No início de 1993, o ministro da Fazenda do governo Itamar Franco, Eliseu Rezende, apresentou ao então presidente da República uma lista de empresas estatais que ele considerava passíveis de serem privatizadas com o objetivo de arrecadar US$ 30 bilhões para liquidar a parcela mais cara da dívida mobiliária. Formada por papéis do governo, ela correspondia, à época, a US$ 37 bilhões (hoje, passa de R$ 2 trilhões). Quando se falavam por telefone, Itamar Franco e Eliseu Resende usavam uma linguagem cifrada. Cada US$ 1 bilhão da dívida interna equivalia a um pé de café. ”Vamos arrecadar seis pés de café com a privatização da Vale”, disse Rezende. O presidente respondeu: ”Cuidado que o espírito do Severo Gomes vai lhe puxar os pés esta noite”. Era uma referência ao falecido senador por São Paulo e um dos porta-vozes do nacionalismo brasileiro.
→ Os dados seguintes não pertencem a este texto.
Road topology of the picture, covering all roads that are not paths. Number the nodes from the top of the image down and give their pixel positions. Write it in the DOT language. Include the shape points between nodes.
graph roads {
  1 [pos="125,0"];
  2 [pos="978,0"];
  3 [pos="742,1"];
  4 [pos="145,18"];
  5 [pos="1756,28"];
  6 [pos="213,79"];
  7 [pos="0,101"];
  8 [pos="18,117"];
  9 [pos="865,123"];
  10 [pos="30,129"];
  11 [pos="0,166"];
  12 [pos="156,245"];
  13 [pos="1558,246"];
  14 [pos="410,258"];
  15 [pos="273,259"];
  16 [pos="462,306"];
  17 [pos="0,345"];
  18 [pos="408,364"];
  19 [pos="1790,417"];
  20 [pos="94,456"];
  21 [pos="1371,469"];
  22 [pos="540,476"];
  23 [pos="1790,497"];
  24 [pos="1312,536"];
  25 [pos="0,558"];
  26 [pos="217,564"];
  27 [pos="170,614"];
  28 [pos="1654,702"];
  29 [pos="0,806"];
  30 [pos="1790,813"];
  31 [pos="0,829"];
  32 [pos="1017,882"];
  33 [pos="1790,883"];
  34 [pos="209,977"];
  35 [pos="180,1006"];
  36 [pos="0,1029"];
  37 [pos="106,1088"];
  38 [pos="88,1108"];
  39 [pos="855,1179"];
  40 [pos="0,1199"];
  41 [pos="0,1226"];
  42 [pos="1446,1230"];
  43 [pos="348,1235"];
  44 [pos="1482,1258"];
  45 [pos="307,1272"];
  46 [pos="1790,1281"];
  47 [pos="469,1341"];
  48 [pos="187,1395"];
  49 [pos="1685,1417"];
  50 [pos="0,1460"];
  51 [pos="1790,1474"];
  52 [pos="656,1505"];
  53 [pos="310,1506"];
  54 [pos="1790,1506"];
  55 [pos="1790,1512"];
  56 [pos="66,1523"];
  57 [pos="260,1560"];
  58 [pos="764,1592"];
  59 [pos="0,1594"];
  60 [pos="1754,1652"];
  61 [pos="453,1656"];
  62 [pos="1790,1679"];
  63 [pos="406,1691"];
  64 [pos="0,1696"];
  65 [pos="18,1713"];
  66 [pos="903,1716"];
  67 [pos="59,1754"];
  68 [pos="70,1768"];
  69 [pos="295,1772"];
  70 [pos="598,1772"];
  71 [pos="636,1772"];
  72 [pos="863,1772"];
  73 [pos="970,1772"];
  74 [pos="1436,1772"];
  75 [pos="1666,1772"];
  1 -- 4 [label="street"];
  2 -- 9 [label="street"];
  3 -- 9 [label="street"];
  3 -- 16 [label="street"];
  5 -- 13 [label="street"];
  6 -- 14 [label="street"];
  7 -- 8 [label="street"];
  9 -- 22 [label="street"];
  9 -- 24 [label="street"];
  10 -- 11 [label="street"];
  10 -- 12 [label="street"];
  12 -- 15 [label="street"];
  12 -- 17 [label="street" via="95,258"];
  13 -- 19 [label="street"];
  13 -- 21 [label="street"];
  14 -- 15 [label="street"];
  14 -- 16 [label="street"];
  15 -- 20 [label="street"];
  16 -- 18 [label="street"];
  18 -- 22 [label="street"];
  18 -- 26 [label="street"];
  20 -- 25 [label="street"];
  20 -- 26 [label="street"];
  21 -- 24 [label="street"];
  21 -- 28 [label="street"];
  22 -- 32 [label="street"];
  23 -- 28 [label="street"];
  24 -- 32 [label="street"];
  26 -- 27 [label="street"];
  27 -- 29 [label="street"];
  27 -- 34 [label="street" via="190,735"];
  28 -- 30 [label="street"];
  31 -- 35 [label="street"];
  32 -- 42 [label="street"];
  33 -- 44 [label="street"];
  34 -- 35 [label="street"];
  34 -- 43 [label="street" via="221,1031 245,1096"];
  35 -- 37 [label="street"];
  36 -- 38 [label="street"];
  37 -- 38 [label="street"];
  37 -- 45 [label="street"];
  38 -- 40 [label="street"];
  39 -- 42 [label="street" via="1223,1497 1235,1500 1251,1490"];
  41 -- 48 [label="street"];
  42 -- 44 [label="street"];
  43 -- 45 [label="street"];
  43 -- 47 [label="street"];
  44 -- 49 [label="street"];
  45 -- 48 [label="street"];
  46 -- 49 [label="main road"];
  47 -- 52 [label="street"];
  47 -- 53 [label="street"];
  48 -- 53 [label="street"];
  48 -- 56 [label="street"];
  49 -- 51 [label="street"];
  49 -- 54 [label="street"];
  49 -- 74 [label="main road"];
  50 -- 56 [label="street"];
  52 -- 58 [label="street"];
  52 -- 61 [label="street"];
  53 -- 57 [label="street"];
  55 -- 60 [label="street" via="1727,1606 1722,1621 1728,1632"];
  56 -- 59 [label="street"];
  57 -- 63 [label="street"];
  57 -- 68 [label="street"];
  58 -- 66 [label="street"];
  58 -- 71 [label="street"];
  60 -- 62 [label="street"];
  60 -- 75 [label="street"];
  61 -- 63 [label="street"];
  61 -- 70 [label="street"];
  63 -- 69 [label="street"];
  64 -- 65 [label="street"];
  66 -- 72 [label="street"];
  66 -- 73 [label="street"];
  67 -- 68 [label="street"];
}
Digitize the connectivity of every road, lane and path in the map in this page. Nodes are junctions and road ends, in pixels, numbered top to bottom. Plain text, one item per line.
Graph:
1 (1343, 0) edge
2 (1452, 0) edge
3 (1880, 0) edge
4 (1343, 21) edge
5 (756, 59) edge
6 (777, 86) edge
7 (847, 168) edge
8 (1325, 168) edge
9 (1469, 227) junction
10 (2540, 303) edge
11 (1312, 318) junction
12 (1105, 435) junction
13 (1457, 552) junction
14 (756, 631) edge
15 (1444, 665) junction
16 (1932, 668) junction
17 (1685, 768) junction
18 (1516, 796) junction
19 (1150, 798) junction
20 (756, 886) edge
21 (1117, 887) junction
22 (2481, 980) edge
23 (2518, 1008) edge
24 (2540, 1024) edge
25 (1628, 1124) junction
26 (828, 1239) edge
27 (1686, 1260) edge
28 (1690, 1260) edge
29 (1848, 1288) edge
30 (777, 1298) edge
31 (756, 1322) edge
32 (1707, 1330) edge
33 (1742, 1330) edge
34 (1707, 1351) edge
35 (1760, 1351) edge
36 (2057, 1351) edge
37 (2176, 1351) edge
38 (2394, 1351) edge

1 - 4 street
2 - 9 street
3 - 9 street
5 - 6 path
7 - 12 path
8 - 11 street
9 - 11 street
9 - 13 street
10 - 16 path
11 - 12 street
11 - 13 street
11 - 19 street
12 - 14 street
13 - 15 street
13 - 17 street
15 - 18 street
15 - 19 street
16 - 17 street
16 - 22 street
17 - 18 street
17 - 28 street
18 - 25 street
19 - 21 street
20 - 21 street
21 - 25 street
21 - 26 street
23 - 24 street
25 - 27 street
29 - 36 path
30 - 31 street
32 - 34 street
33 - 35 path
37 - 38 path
Por expor opinião como essa, Itamar Franco foi tratado pelos donos do poder como um paspalhão. Um caso explícito ocorreu quando ele pediu ao Congresso Nacional que agilizasse a regulamentação do artigo da Constituição que determina o limite de 12% ao ano para a taxa de juros. Mas Itamar já era quase uma voz isolada no país. No entanto, logo se veria que sua preocupação tinha razão de ser — no primeiro dia útil do Plano Real, a taxa de juros, puxada pelo Banco Central, disparou, chegando aos 12%. Um ano depois, já estava em 60%.
Desde então, a mídia só fez esconder informações, não dando a ideia do que estava acontecendo e transformando o que existe de pior para o país — a política macroeconômica e sua fabulosa dívida — em um mundo róseo. Ancorada na elevada taxa básica de juros, a Selic, a “estabilidade” também tem estimulado a entrada de recursos externos de curto prazo, favorecendo a valorização excessiva do real.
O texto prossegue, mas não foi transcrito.